- [TASK PROMPT]
Wherever the word "names" appears in a line of the data, that line should be copied.

[[ LISTED ENTRIES open ]]

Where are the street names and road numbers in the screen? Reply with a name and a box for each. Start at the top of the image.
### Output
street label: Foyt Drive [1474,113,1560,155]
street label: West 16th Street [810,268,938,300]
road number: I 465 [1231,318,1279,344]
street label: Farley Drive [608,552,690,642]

[[ LISTED ENTRIES closed ]]
[[ LISTED ENTRIES open ]]

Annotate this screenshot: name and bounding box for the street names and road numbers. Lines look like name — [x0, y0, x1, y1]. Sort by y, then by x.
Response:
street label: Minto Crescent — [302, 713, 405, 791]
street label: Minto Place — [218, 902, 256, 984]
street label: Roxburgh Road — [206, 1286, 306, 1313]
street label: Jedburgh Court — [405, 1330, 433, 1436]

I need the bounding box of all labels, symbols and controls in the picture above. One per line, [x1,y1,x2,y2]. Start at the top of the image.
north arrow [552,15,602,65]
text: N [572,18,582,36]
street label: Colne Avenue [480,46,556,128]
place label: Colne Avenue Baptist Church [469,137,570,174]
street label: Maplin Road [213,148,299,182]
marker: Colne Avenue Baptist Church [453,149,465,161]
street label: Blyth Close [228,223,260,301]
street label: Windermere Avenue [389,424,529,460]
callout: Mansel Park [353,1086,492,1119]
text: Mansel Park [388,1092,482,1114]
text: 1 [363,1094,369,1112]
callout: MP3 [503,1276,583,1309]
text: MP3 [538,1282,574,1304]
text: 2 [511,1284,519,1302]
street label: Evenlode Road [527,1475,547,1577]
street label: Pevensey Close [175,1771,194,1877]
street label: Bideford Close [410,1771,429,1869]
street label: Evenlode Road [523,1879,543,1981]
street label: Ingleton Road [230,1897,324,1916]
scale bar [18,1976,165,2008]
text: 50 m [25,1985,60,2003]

[[ LISTED ENTRIES closed ]]

- [RESPONSE]
Where are the street names and road numbers in the screen? Reply with a name and a box for each. Start at the top of the image.
Annotate this screenshot: name and bounding box for the street names and road numbers. Lines look like name — [x0, y0, x1, y1]. Sort by y, then by x.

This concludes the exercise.